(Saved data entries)
┌──

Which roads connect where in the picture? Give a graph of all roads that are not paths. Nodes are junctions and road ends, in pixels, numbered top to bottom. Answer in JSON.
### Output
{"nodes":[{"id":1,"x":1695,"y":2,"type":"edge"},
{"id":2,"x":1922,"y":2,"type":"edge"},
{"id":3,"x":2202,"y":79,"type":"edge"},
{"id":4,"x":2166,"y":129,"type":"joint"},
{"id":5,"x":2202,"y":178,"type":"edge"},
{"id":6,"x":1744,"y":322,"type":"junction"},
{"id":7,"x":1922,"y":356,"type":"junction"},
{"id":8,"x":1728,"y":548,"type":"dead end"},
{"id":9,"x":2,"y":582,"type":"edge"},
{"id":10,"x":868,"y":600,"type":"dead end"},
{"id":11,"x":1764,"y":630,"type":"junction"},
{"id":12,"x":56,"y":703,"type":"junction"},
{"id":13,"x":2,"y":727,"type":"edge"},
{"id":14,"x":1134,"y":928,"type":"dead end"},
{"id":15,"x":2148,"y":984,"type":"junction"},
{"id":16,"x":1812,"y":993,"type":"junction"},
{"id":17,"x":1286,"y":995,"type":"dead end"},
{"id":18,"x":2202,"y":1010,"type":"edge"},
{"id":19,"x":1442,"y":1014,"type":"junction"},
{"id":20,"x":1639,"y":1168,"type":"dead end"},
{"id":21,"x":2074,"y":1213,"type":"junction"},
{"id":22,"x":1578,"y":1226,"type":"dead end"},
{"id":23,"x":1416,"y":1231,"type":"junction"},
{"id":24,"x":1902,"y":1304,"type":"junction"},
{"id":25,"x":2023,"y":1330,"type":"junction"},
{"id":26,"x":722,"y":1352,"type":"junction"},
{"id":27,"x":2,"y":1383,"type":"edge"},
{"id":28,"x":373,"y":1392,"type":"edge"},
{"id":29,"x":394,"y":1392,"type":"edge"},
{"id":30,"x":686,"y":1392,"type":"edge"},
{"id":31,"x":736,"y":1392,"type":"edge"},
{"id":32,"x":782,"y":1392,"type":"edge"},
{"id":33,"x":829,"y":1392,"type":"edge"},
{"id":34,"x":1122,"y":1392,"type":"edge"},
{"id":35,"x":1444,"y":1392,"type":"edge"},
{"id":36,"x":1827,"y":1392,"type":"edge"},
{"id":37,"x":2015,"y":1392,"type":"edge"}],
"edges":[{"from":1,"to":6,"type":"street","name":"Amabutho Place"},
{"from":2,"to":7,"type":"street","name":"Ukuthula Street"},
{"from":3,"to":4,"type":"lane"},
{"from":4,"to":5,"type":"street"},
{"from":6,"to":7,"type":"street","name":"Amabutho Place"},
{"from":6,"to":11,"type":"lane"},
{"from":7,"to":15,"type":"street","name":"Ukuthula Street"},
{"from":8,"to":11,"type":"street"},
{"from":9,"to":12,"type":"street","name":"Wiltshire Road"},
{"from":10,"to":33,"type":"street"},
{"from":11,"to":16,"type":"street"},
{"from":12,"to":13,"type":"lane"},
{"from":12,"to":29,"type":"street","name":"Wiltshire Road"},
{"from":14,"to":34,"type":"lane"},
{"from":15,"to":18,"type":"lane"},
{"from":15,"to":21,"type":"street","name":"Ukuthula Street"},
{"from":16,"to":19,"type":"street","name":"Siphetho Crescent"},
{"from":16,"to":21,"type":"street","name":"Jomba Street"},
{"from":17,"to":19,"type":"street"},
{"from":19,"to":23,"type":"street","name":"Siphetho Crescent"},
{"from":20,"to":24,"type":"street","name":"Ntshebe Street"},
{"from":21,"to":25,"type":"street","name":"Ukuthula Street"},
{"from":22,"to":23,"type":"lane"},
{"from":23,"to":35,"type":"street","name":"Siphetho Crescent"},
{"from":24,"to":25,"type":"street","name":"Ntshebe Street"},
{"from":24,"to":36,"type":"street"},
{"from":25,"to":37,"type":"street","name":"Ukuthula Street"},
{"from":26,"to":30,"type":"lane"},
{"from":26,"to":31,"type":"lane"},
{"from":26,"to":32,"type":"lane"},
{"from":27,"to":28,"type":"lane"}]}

└──

TRY IT:
The entries are to be duplicated exactly, with nothing changed.

EXERCISE OUTPUT:
Which roads connect where in the picture? Give a graph of all roads that are not paths. Nodes are junctions and road ends, in pixels, numbered top to bottom. Answer in JSON.
### Output
{"nodes":[{"id":1,"x":1695,"y":2,"type":"edge"},
{"id":2,"x":1922,"y":2,"type":"edge"},
{"id":3,"x":2202,"y":79,"type":"edge"},
{"id":4,"x":2166,"y":129,"type":"joint"},
{"id":5,"x":2202,"y":178,"type":"edge"},
{"id":6,"x":1744,"y":322,"type":"junction"},
{"id":7,"x":1922,"y":356,"type":"junction"},
{"id":8,"x":1728,"y":548,"type":"dead end"},
{"id":9,"x":2,"y":582,"type":"edge"},
{"id":10,"x":868,"y":600,"type":"dead end"},
{"id":11,"x":1764,"y":630,"type":"junction"},
{"id":12,"x":56,"y":703,"type":"junction"},
{"id":13,"x":2,"y":727,"type":"edge"},
{"id":14,"x":1134,"y":928,"type":"dead end"},
{"id":15,"x":2148,"y":984,"type":"junction"},
{"id":16,"x":1812,"y":993,"type":"junction"},
{"id":17,"x":1286,"y":995,"type":"dead end"},
{"id":18,"x":2202,"y":1010,"type":"edge"},
{"id":19,"x":1442,"y":1014,"type":"junction"},
{"id":20,"x":1639,"y":1168,"type":"dead end"},
{"id":21,"x":2074,"y":1213,"type":"junction"},
{"id":22,"x":1578,"y":1226,"type":"dead end"},
{"id":23,"x":1416,"y":1231,"type":"junction"},
{"id":24,"x":1902,"y":1304,"type":"junction"},
{"id":25,"x":2023,"y":1330,"type":"junction"},
{"id":26,"x":722,"y":1352,"type":"junction"},
{"id":27,"x":2,"y":1383,"type":"edge"},
{"id":28,"x":373,"y":1392,"type":"edge"},
{"id":29,"x":394,"y":1392,"type":"edge"},
{"id":30,"x":686,"y":1392,"type":"edge"},
{"id":31,"x":736,"y":1392,"type":"edge"},
{"id":32,"x":782,"y":1392,"type":"edge"},
{"id":33,"x":829,"y":1392,"type":"edge"},
{"id":34,"x":1122,"y":1392,"type":"edge"},
{"id":35,"x":1444,"y":1392,"type":"edge"},
{"id":36,"x":1827,"y":1392,"type":"edge"},
{"id":37,"x":2015,"y":1392,"type":"edge"}],
"edges":[{"from":1,"to":6,"type":"street","name":"Amabutho Place"},
{"from":2,"to":7,"type":"street","name":"Ukuthula Street"},
{"from":3,"to":4,"type":"lane"},
{"from":4,"to":5,"type":"street"},
{"from":6,"to":7,"type":"street","name":"Amabutho Place"},
{"from":6,"to":11,"type":"lane"},
{"from":7,"to":15,"type":"street","name":"Ukuthula Street"},
{"from":8,"to":11,"type":"street"},
{"from":9,"to":12,"type":"street","name":"Wiltshire Road"},
{"from":10,"to":33,"type":"street"},
{"from":11,"to":16,"type":"street"},
{"from":12,"to":13,"type":"lane"},
{"from":12,"to":29,"type":"street","name":"Wiltshire Road"},
{"from":14,"to":34,"type":"lane"},
{"from":15,"to":18,"type":"lane"},
{"from":15,"to":21,"type":"street","name":"Ukuthula Street"},
{"from":16,"to":19,"type":"street","name":"Siphetho Crescent"},
{"from":16,"to":21,"type":"street","name":"Jomba Street"},
{"from":17,"to":19,"type":"street"},
{"from":19,"to":23,"type":"street","name":"Siphetho Crescent"},
{"from":20,"to":24,"type":"street","name":"Ntshebe Street"},
{"from":21,"to":25,"type":"street","name":"Ukuthula Street"},
{"from":22,"to":23,"type":"lane"},
{"from":23,"to":35,"type":"street","name":"Siphetho Crescent"},
{"from":24,"to":25,"type":"street","name":"Ntshebe Street"},
{"from":24,"to":36,"type":"street"},
{"from":25,"to":37,"type":"street","name":"Ukuthula Street"},
{"from":26,"to":30,"type":"lane"},
{"from":26,"to":31,"type":"lane"},
{"from":26,"to":32,"type":"lane"},
{"from":27,"to":28,"type":"lane"}]}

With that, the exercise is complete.